I think if I took it too far and said that all contractions are basically acceptable, y'all'd'n't've agreed with me.
Singular they. I've had this opinion since long before I even knew about non-binary people. Using "he or she" to refer to a person without specifying gender is clunky as hell.
but singular they isn't incorrect in the least. anyone claiming otherwise has some agenda to push in spite of the facts of it's use for a good long while
It's not, but with... Political views as they are, it's gotten a lot of pushback. People don't even realize they use it regularly.
"Someone called for you"
"What did they want?"
Bam. Easy. I was stoked when magic the gathering changed card wording from "he or she" to "they" because it cleans up the wording so much.
Passive voice is completely fine to use.
Not only is it fine, but it's the most common (and i would say most correct) way to write scientific papers.
The tone of scientific papers is usually supposed to focus on the science, not the scientist, so you have "reagent A was mixed with reagent B", not "I mixed reagent A and reagent B".
An added bonus is that it prevents having to assign credit to each and every step of a procedure, which would be distracting. E.G., "Alice added 200 ml water to the flask while Bob weighed out 5 g of sodium hydroxide and added it to the flask".

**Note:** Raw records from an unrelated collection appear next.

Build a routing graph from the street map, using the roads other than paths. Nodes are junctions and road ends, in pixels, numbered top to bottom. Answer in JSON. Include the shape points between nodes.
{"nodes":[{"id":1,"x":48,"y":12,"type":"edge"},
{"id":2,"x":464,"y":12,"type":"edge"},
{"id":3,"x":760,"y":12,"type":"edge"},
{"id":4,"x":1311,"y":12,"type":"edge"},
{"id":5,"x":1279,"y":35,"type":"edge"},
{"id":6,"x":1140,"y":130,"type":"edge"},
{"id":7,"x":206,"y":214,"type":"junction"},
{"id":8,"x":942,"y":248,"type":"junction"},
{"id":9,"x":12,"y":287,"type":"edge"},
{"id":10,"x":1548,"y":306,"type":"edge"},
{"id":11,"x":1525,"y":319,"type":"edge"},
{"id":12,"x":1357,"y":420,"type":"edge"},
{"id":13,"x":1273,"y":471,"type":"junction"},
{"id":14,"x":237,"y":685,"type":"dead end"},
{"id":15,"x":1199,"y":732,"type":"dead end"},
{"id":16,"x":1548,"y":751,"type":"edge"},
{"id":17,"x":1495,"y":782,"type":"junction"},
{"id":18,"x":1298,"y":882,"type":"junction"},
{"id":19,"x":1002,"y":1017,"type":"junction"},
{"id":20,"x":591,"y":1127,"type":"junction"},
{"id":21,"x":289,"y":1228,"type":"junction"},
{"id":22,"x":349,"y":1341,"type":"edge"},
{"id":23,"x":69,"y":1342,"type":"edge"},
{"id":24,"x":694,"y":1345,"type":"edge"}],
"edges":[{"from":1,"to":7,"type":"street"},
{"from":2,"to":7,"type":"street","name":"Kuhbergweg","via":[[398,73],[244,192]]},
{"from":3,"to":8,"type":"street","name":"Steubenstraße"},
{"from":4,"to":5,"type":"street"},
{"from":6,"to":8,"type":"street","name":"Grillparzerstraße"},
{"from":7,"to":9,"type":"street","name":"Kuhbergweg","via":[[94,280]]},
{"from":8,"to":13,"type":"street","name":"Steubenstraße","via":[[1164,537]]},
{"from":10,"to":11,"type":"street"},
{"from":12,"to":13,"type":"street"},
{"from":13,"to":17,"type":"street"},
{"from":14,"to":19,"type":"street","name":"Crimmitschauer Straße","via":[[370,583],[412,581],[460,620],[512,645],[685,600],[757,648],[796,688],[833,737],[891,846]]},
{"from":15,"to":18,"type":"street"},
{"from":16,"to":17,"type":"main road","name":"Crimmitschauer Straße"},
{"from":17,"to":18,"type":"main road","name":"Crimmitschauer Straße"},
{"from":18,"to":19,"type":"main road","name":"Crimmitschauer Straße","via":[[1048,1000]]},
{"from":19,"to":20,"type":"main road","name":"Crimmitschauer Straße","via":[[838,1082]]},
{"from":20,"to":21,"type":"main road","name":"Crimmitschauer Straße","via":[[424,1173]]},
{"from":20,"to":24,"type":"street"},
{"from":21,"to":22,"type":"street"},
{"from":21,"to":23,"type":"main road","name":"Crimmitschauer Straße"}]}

In Dutch you're supposed to write "Volgens mij" ("in my opinion"), but it's pronounced more like it's one word. So I feel "volgensmij" flows better
Ending a sentence with a proposition is just fine. Picky people whom I've only seen parodies of on the Internet go "oh you ended your sentence with a preposition I have no idea what you mean by 'He went in' maybe you could explain what he went into? A jello mold? A ditch? What did go into?"
You asked if he went into the store and I said he went in, you know what I meant because of CONTEXT CLUES.
I've never met anyone who's ever been this picky but I'm ready to bite them if I ever find one.
It’s not grammatically incorrect to end a sentence with a preposition. It’s a common misconception that it is a rule, basically because one guy argued in favor of it back in the 1600s and had some support for formal writing in the 1700s. But it’s never been a broad rule, and even in formal contexts it’s not a rule in any current, reputable style or usage guides (so far as I know, at least).
Some more info on the topic: https://www.merriam-webster.com/grammar/prepositions-ending-a-sentence-with
I'm really sick of people treating AAVE and other dialects like grammar mistakes, is what. Grammar Nazis indeed, protecting the purity of the English language.
I do not like the way that unspaced em dashes look. More generally I don't think that having distinct em and en dashes is actually useful anyway, you can absolutely just use an en dash in either case with absolutely no loss of clarity or readability, but I do need to use em dashes for some work writing so I have a key on my keyboard for it and use it semi-regularly. Whenever I use an em dash outside of a professional context I space it. So, "he's coming next Monday — the 6th, that is — some time in the morning," as opposed to the more broadly-recommended, "he's coming next Monday—the 6th, that is—some time in the morning."
I have absolutely no reason for this other than subjective aesthetic preferences, but it has coincidentally become somewhat useful recently. LLMs notoriously use em dashes far more than humans but consistently use them unspaced, so it's a sort of mild defence against anything I write looking LLM-generated
In German there's the saying "macht Sinn", which is wrong since it's just a direct translation of "makes sense". Correct would be "ergibt Sinn", in English "results in sense", but I don't care, "macht Sinn" rolls off the tongue easier.
abbreviations. it doesn't save any meaningful time. it only prompts questions for clarification because people don't define the abbreviation prior to using it throughout their post. plus since everything is being abbreviated out of laziness, the same abbreviations get used for multiple things which just adds additional confusions.